VIOLÊNCIA SIMBÓLICA JUDAICO-CRISTÃ CONTRA A MULHER E A CIBERCULTURA

Tatiane Martins Oliveira

Resumo


O direito a intimidade tão em voga no ciberespaço é permeado de relações intrínsecas com a vontade de ver e ser-visto sartriana. A bem da verdade a internet permite que se veja, seja-visto e ainda que se veja sem que o outro perceba que esteja sendo visto (ver-sem-ser-visto), é o que nos leva a buscar entender o fenômeno da extimidade virtual.
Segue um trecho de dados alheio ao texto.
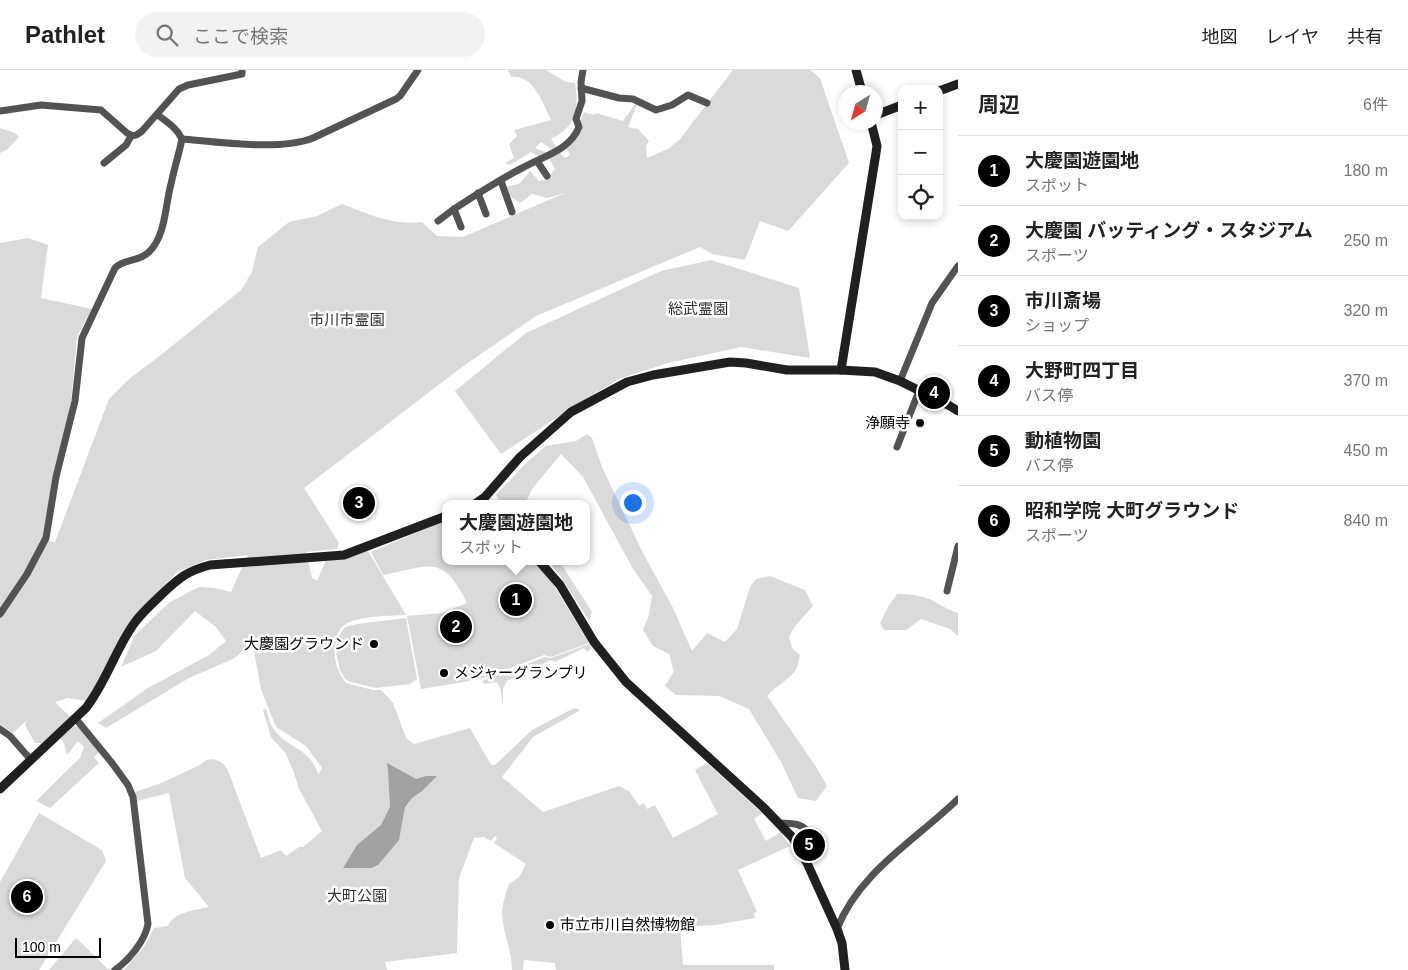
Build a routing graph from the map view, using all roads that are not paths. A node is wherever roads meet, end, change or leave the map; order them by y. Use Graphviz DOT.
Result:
graph roads {
  1 [pos="242,70"];
  2 [pos="418,70"];
  3 [pos="584,70"];
  4 [pos="856,70"];
  5 [pos="958,84"];
  6 [pos="860,85"];
  7 [pos="581,88"];
  8 [pos="943,90"];
  9 [pos="706,102"];
  10 [pos="898,107"];
  11 [pos="0,111"];
  12 [pos="883,112"];
  13 [pos="158,115"];
  14 [pos="873,130"];
  15 [pos="132,136"];
  16 [pos="182,139"];
  17 [pos="537,161"];
  18 [pos="104,163"];
  19 [pos="546,176"];
  20 [pos="501,181"];
  21 [pos="478,193"];
  22 [pos="454,209"];
  23 [pos="512,212"];
  24 [pos="486,214"];
  25 [pos="438,221"];
  26 [pos="461,227"];
  27 [pos="958,266"];
  28 [pos="840,370"];
  29 [pos="900,381"];
  30 [pos="919,391"];
  31 [pos="958,411"];
  32 [pos="897,447"];
  33 [pos="482,500"];
  34 [pos="442,517"];
  35 [pos="958,546"];
  36 [pos="542,565"];
  37 [pos="947,591"];
  38 [pos="0,614"];
  39 [pos="76,719"];
  40 [pos="0,729"];
  41 [pos="31,760"];
  42 [pos="0,789"];
  43 [pos="958,799"];
  44 [pos="779,822"];
  45 [pos="797,844"];
  46 [pos="837,929"];
  47 [pos="115,970"];
  48 [pos="845,970"];
  1 -- 13 [label="street"];
  2 -- 16 [label="street"];
  3 -- 7 [label="street"];
  4 -- 6 [label="street"];
  5 -- 8 [label="street"];
  7 -- 9 [label="street"];
  7 -- 17 [label="street"];
  10 -- 12 [label="street"];
  11 -- 15 [label="street"];
  13 -- 15 [label="street"];
  13 -- 16 [label="street"];
  14 -- 28 [label="street"];
  15 -- 18 [label="street"];
  16 -- 38 [label="street"];
  17 -- 19 [label="street"];
  17 -- 20 [label="street"];
  20 -- 21 [label="street"];
  20 -- 23 [label="street"];
  21 -- 22 [label="street"];
  21 -- 24 [label="street"];
  22 -- 25 [label="street"];
  22 -- 26 [label="street"];
  27 -- 29 [label="street"];
  28 -- 29 [label="street"];
  28 -- 33 [label="street"];
  29 -- 30 [label="street"];
  30 -- 31 [label="street"];
  30 -- 32 [label="street"];
  34 -- 39 [label="street"];
  35 -- 37 [label="street"];
  36 -- 44 [label="street"];
  39 -- 41 [label="street"];
  39 -- 47 [label="street"];
  40 -- 41 [label="street"];
  41 -- 42 [label="street"];
  43 -- 46 [label="street"];
  44 -- 45 [label="street"];
  44 -- 45 [label="street"];
  45 -- 46 [label="street"];
  46 -- 48 [label="street"];
}
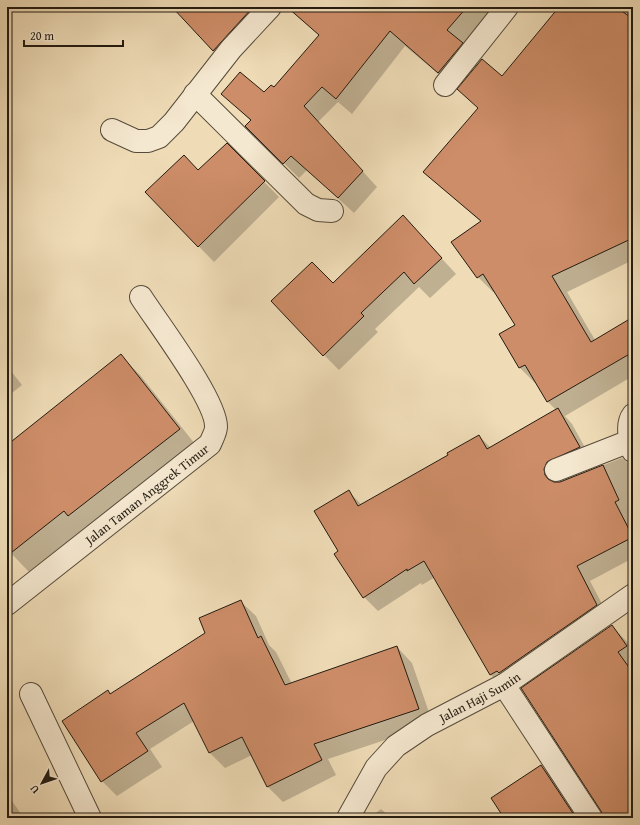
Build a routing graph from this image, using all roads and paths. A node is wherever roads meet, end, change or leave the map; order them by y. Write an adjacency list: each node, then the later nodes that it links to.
1 (270, 7): 4 (street)
2 (507, 7): 3 (street)
3 (445, 85)
4 (195, 94): 5 (street); 6 (street)
5 (112, 130)
6 (332, 212)
7 (141, 297): 12 (street, Jalan Taman Anggrek Timur)
8 (633, 415): 9 (street)
9 (632, 446): 10 (street)
10 (556, 470)
11 (633, 595): 13 (street, Jalan Haji Sumin)
12 (7, 604)
13 (504, 685): 16 (street, Jalan Haji Sumin); 17 (street)
14 (31, 694): 15 (street)
15 (90, 818)
16 (348, 818)
17 (591, 818)

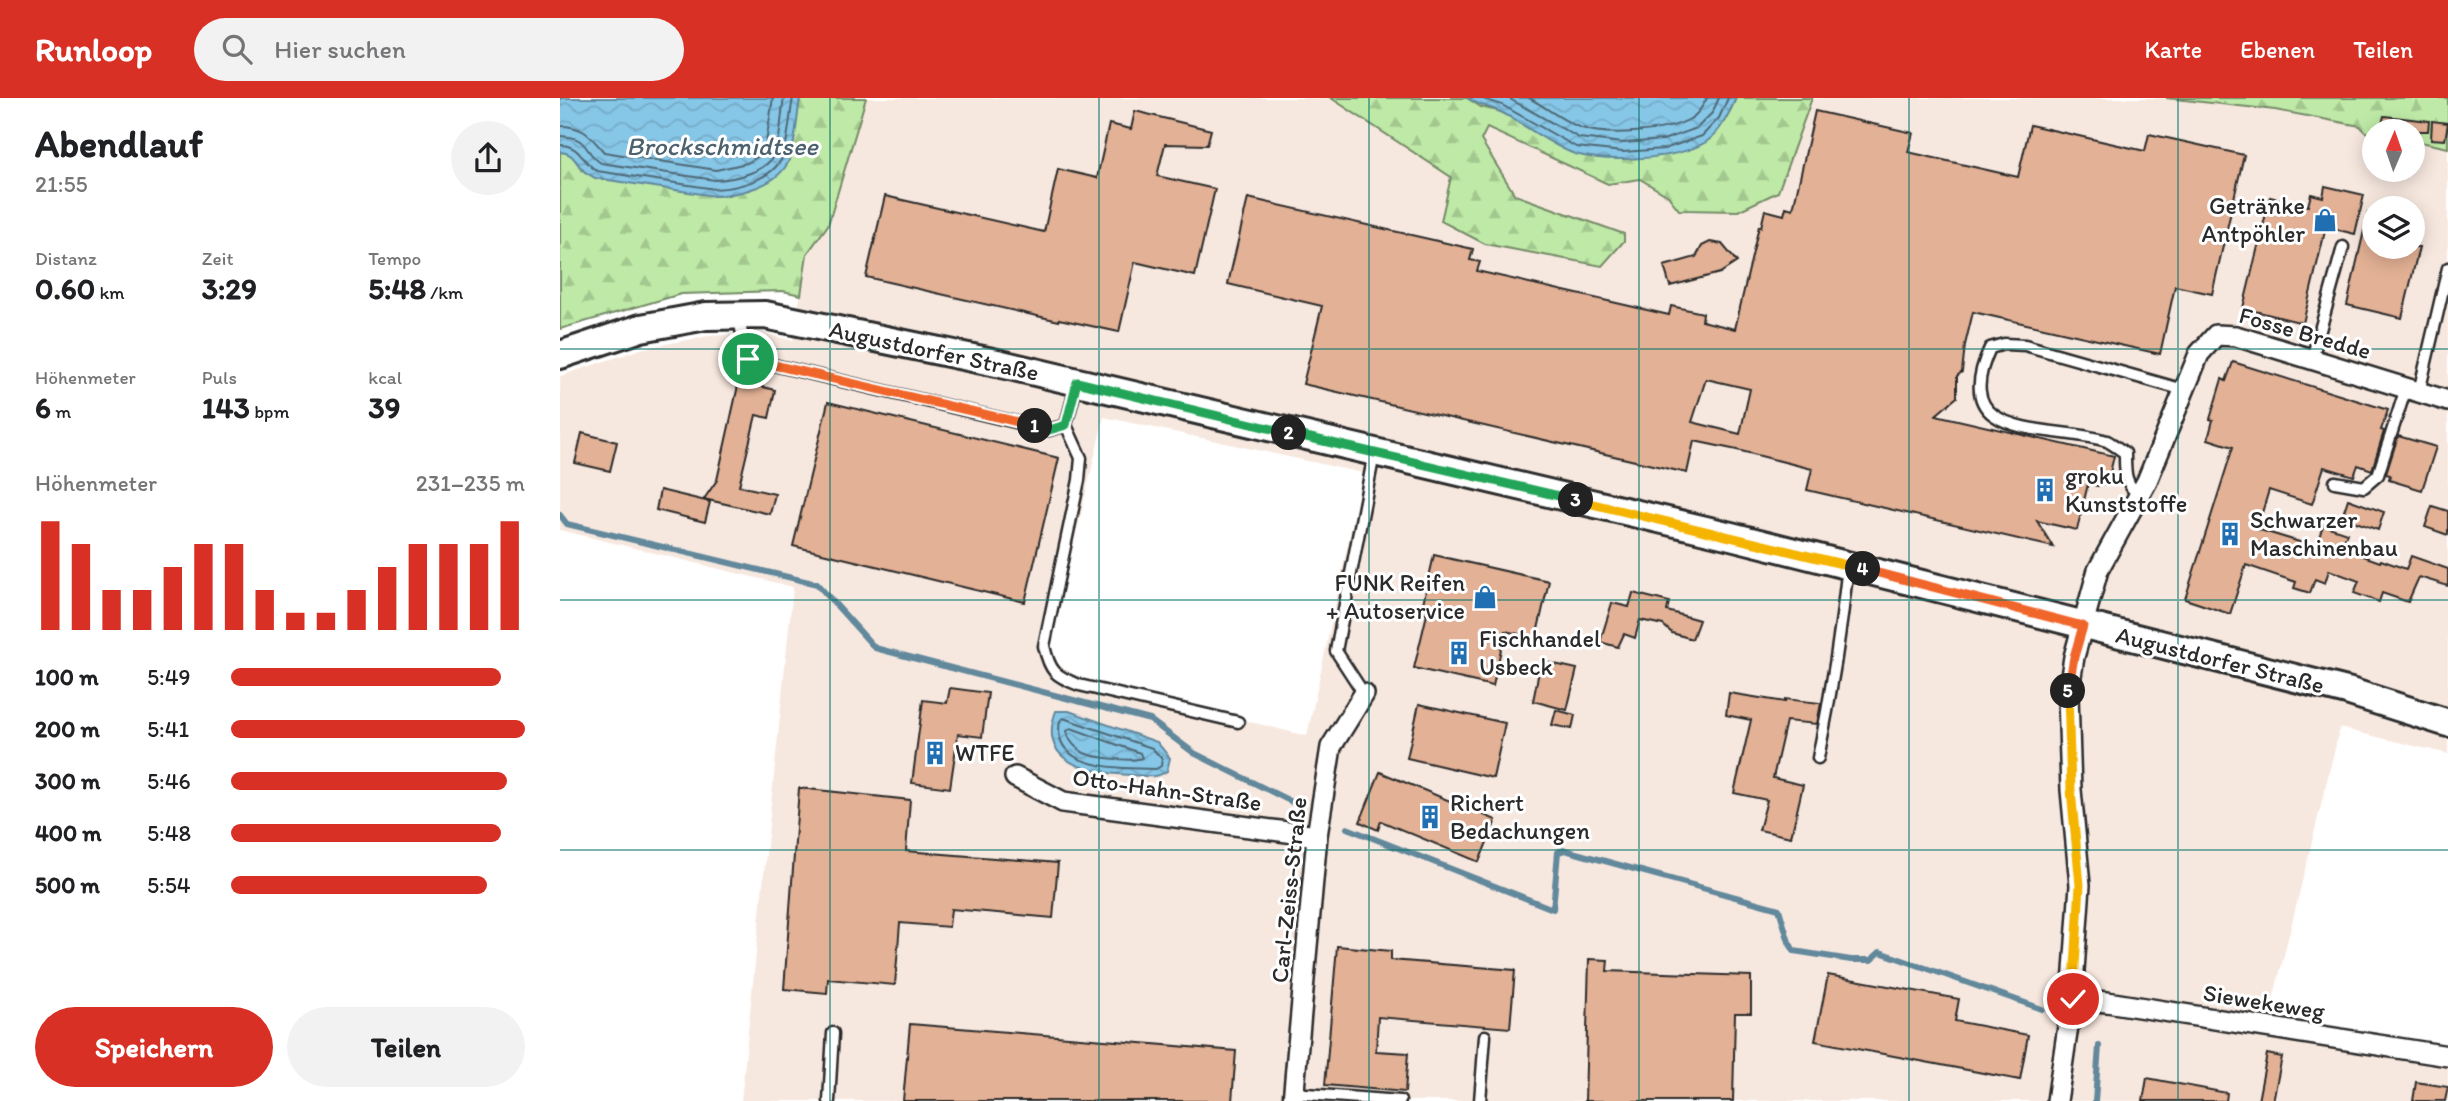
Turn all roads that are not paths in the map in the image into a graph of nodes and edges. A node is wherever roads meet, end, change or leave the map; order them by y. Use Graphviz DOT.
graph roads {
  1 [pos="2343,247"];
  2 [pos="2448,268"];
  3 [pos="738,315"];
  4 [pos="560,355"];
  5 [pos="2312,359"];
  6 [pos="1077,382"];
  7 [pos="2184,390"];
  8 [pos="2412,390"];
  9 [pos="2448,401"];
  10 [pos="1066,425"];
  11 [pos="1374,454"];
  12 [pos="2335,482"];
  13 [pos="2140,495"];
  14 [pos="1848,565"];
  15 [pos="2083,626"];
  16 [pos="1364,694"];
  17 [pos="1238,722"];
  18 [pos="2448,723"];
  19 [pos="1818,758"];
  20 [pos="1015,777"];
  21 [pos="1317,836"];
  22 [pos="2073,999"];
  23 [pos="834,1033"];
  24 [pos="1485,1036"];
  25 [pos="2448,1056"];
  26 [pos="1293,1097"];
  27 [pos="829,1101"];
  28 [pos="1400,1101"];
  29 [pos="1480,1101"];
  30 [pos="2057,1101"];
  1 -- 5 [label="lane"];
  2 -- 8 [label="lane"];
  3 -- 4 [label="main road, Augustdorfer Straße"];
  3 -- 6 [label="main road, Augustdorfer Straße"];
  3 -- 10 [label="lane"];
  5 -- 7 [label="street, Fosse Bredde"];
  5 -- 8 [label="street, Fosse Bredde"];
  6 -- 10 [label="lane"];
  6 -- 11 [label="main road, Augustdorfer Straße"];
  7 -- 13 [label="street, Fosse Bredde"];
  7 -- 13 [label="lane"];
  8 -- 9 [label="street, Fosse Bredde"];
  8 -- 12 [label="lane"];
  10 -- 17 [label="lane"];
  11 -- 14 [label="main road, Augustdorfer Straße"];
  11 -- 16 [label="lane"];
  13 -- 15 [label="street, Fosse Bredde"];
  14 -- 15 [label="main road, Augustdorfer Straße"];
  14 -- 19 [label="lane"];
  15 -- 18 [label="main road, Augustdorfer Straße"];
  15 -- 22 [label="street, Fosse Bredde"];
  16 -- 21 [label="street, Carl-Zeiss-Straße"];
  20 -- 21 [label="street, Otto-Hahn-Straße"];
  21 -- 26 [label="street, Carl-Zeiss-Straße"];
  22 -- 25 [label="street, Siewekeweg"];
  22 -- 30 [label="street, Fosse Bredde"];
  23 -- 27 [label="lane"];
  24 -- 29 [label="lane"];
  26 -- 28 [label="lane"];
}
O maior frisson da contemporaneidade é a possibilidade da internet permitir espiar diuturnamente a vida alheia por meio das janelas virtuais, testemunhando cada fato, cada foto e cada “compartilhar”. Os homens e as mulheres do século XXI, vivem suas vidas embriagados em parafernálias tecnológicas, tal fascínio é reflexo do nosso entorpecimento narcísico e da sensação do (a) internauta nunca estar sozinho (a). É de se registrar que a tela do celular, do computador, do tablet, é apenas instrumento, meio, caminho de interação, mas não universo distinto da realidade. Isto é, a intimidade não é igual àquela de outrora, já que não há uma fronteira fixa entre o público e o privado, havendo, na verdade, interseções contínuas e recíprocas entre eles. Oportuno registrar ainda que o legislador brasileiro optou recentemente por alocar o direito à intimidade como forma de violência contra a mulher por meio da Lei 13.772/18, a qual foi incluída na Lei 11.340/06 (Lei Maria da Penha). Em razão disso, é no encontro da análise da intimidade e da extimidade que se perceberá a violência simbólica judaico-cristã contra a mulher no ciberespaço.